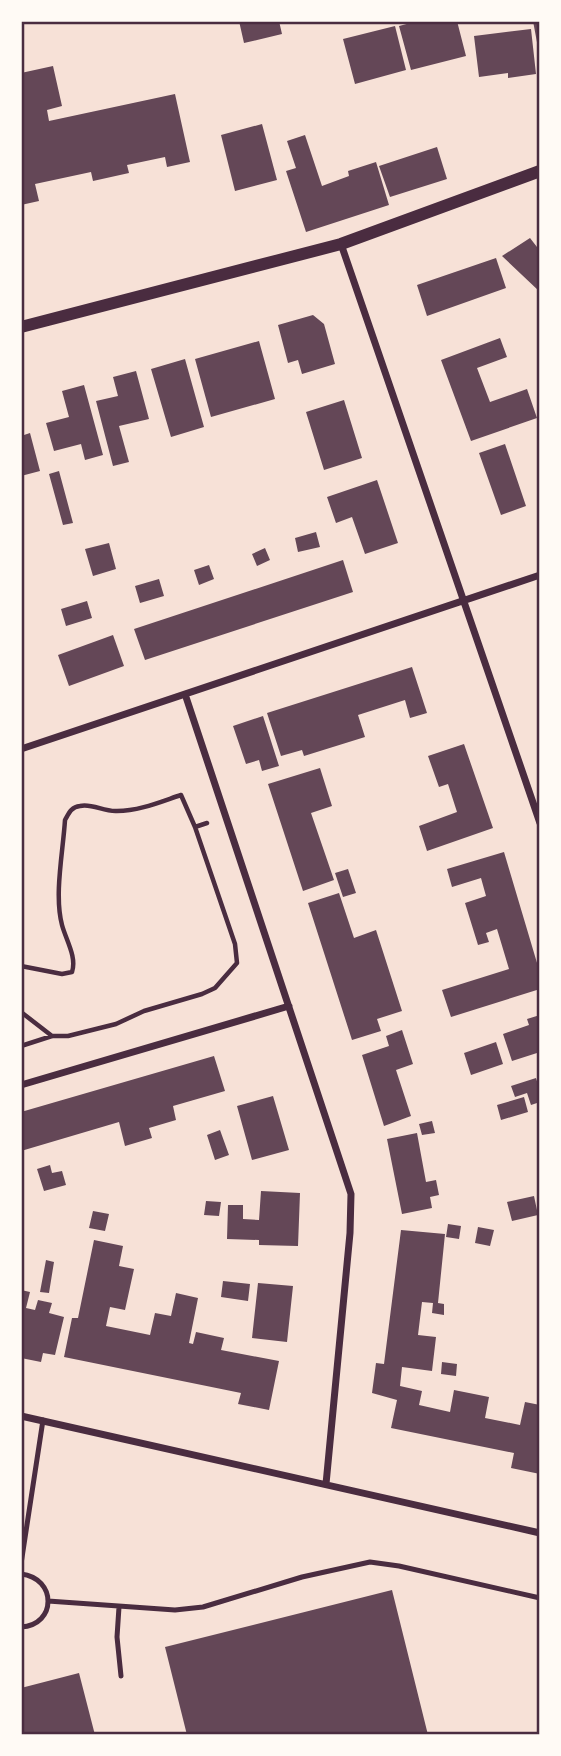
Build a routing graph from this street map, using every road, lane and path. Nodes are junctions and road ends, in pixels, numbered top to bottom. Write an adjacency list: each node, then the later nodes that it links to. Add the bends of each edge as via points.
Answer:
1 (540, 171): 2 (street)
2 (341, 244): 3 (street); 5 (street)
3 (21, 327)
4 (540, 575): 5 (street)
5 (464, 600): 6 (street); 9 (street)
6 (185, 694): 7 (street); 8 (street)
7 (21, 749)
8 (226, 817): 10 (path); 12 (street)
9 (540, 823)
10 (195, 827): 11 (path, via 181,796 117,811 89,805 71,809 65,820 59,898 62,926 75,964 72,972 62,974); 14 (path, via 237,962 215,988 202,994 144,1010 117,1024)
11 (21, 966)
12 (289, 1006): 16 (street); 19 (street, via 351,1194)
13 (21, 1012): 14 (path)
14 (52, 1036): 15 (path)
15 (21, 1046)
16 (21, 1085)
17 (21, 1416): 18 (street)
18 (43, 1420): 19 (street); 21 (lane)
19 (326, 1484): 20 (street)
20 (540, 1533)
21 (21, 1564)
22 (21, 1574): 24 (lane, via 37,1578)
23 (540, 1597): 25 (lane, via 370,1562 203,1607); 27 (lane)
24 (48, 1601): 25 (lane); 26 (lane, via 42,1618)
25 (119, 1607): 28 (lane)
26 (21, 1627)
27 (540, 1631)
28 (121, 1676)

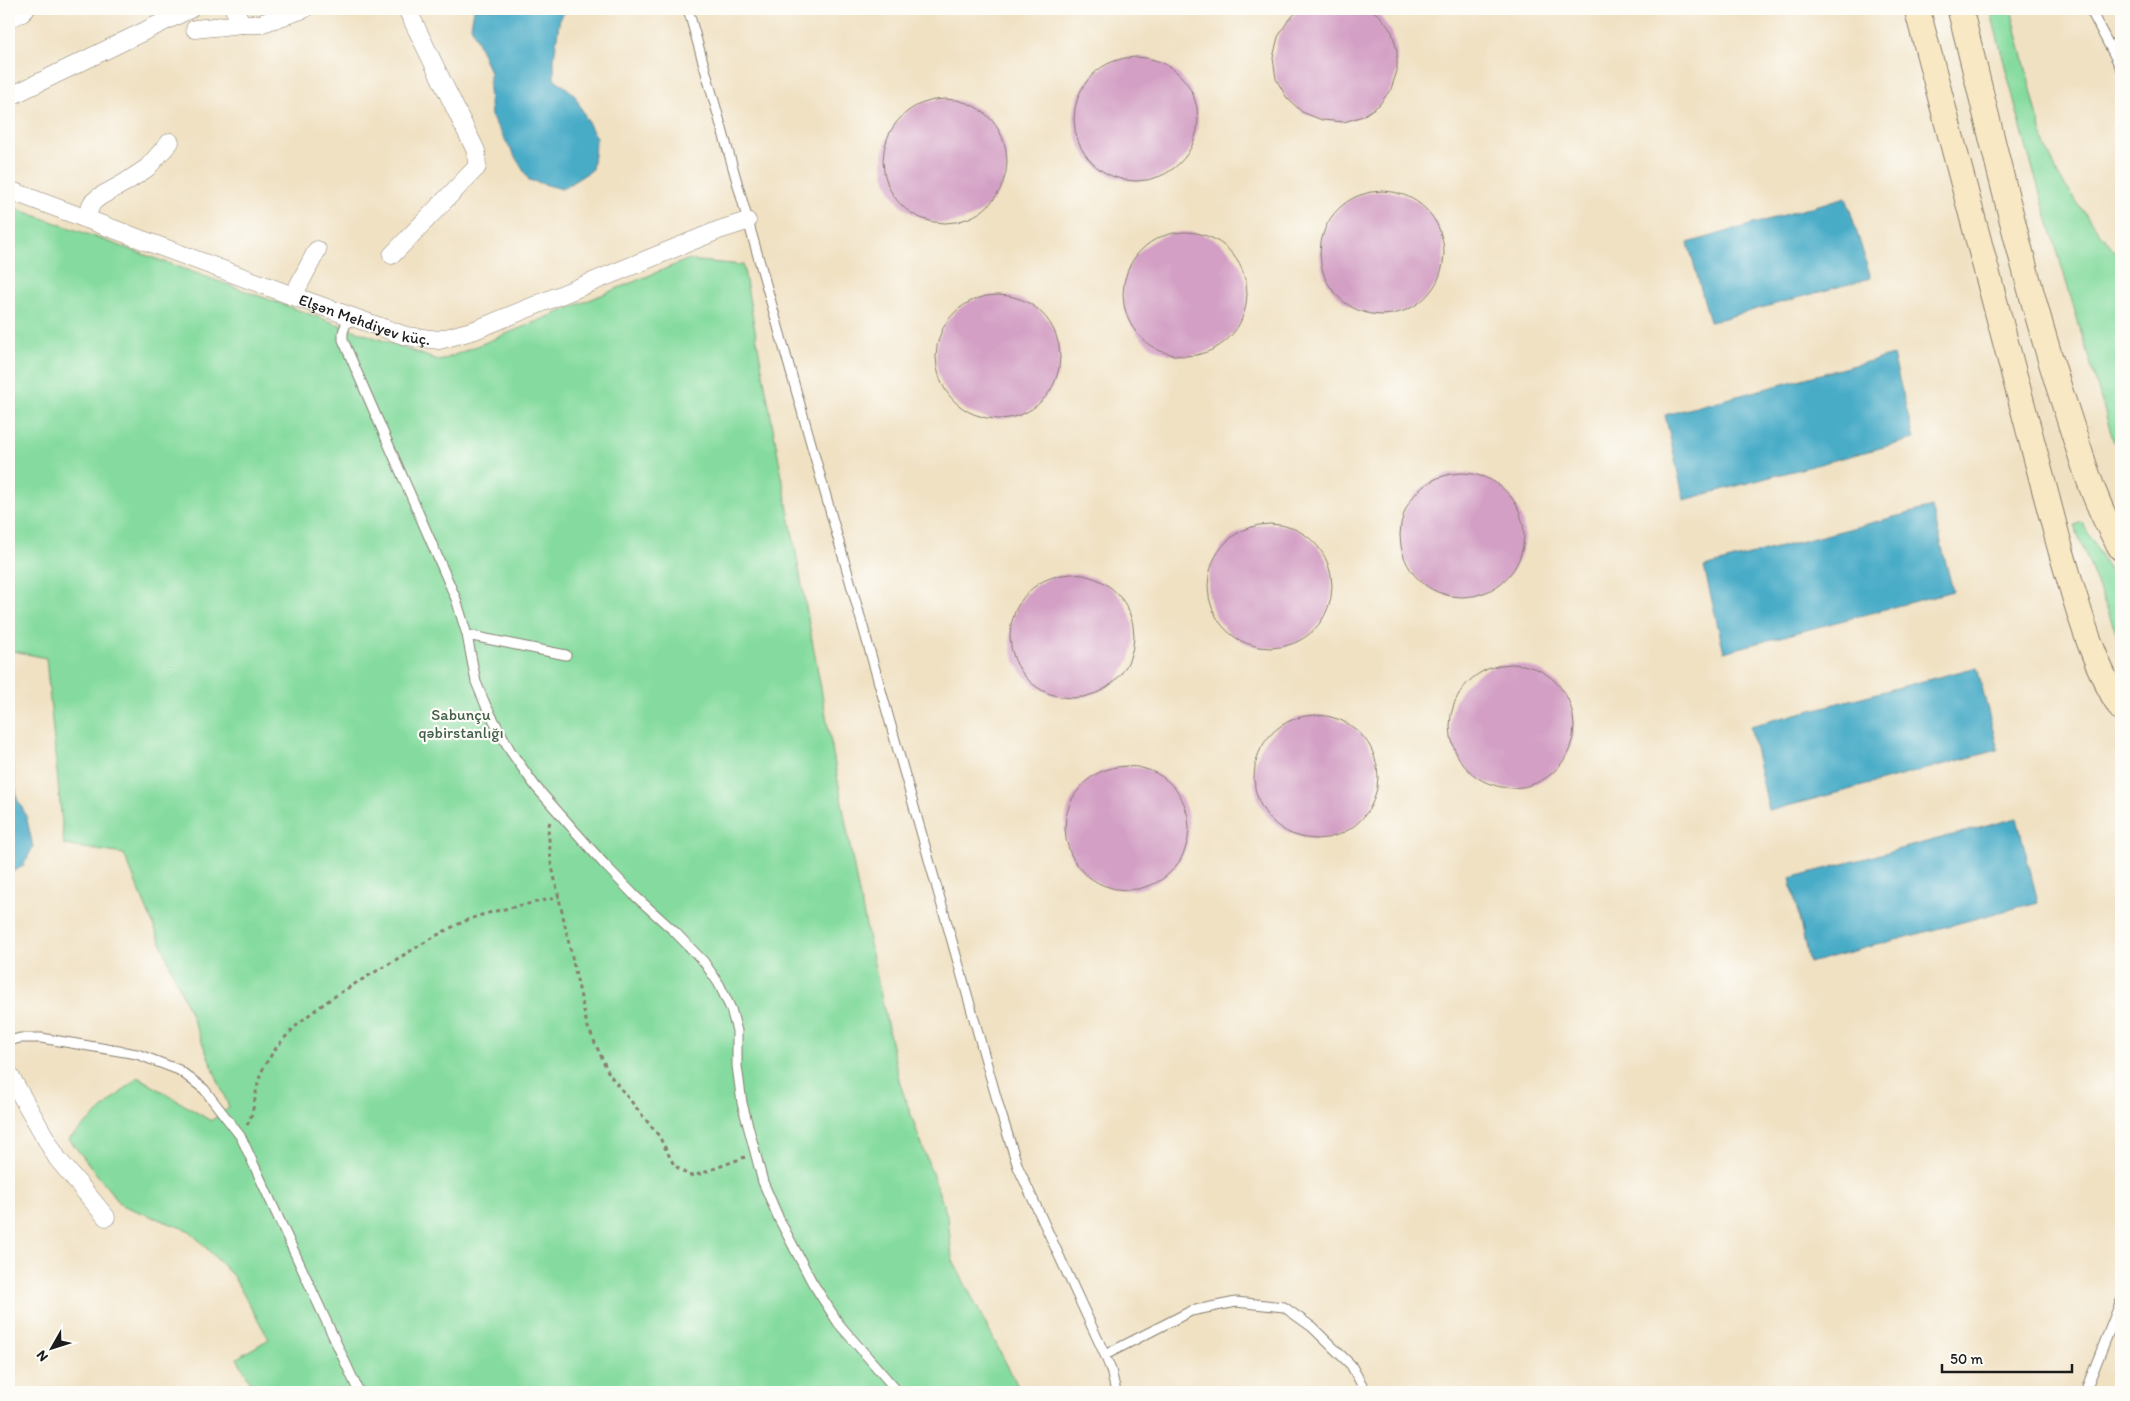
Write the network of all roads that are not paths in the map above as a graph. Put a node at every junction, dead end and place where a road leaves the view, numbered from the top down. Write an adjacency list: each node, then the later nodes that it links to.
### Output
1 (26, 9): 10 (street)
2 (190, 9): 13 (street)
3 (304, 9): 9 (street)
4 (407, 9): 19 (street)
5 (688, 9): 17 (lane)
6 (1916, 9): 27 (main road)
7 (1960, 9): 22 (main road)
8 (2090, 9): 12 (lane)
9 (238, 16): 11 (street)
10 (9, 18)
11 (195, 29)
12 (2121, 68)
13 (9, 97)
14 (170, 142): 16 (street)
15 (9, 190): 16 (street, Elşən Mehdiyev küç.)
16 (85, 219): 20 (street, Elşən Mehdiyev küç.)
17 (747, 221): 21 (street, Elşən Mehdiyev küç.); 32 (lane)
18 (317, 250): 20 (street)
19 (392, 255)
20 (293, 296): 21 (street, Elşən Mehdiyev küç.)
21 (349, 316): 25 (lane)
22 (2094, 496): 23 (lane); 24 (main road)
23 (2114, 514)
24 (2121, 548)
25 (467, 635): 26 (lane); 34 (lane)
26 (566, 655)
27 (2121, 708)
28 (9, 1041): 33 (lane)
29 (9, 1074): 30 (street)
30 (106, 1217)
31 (2121, 1301): 37 (lane)
32 (1105, 1355): 35 (lane); 36 (lane)
33 (358, 1392)
34 (898, 1392)
35 (1116, 1392)
36 (1366, 1392)
37 (2085, 1392)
==*==
Go line by line through the data above and report each one that holds the string "later".

Output below >>
Build a routing graph from this street map, using every road, lane and path. Nodes are junctions and road ends, in pixels, numbered top to bottom. Write an adjacency list: each node, then the later nodes that it links to. Add the bends of each edge as via points.
Write the network of all roads that are not paths in the map above as a graph. Put a node at every junction, dead end and place where a road leaves the view, numbered from the top down. Write an adjacency list: each node, then the later nodes that it links to.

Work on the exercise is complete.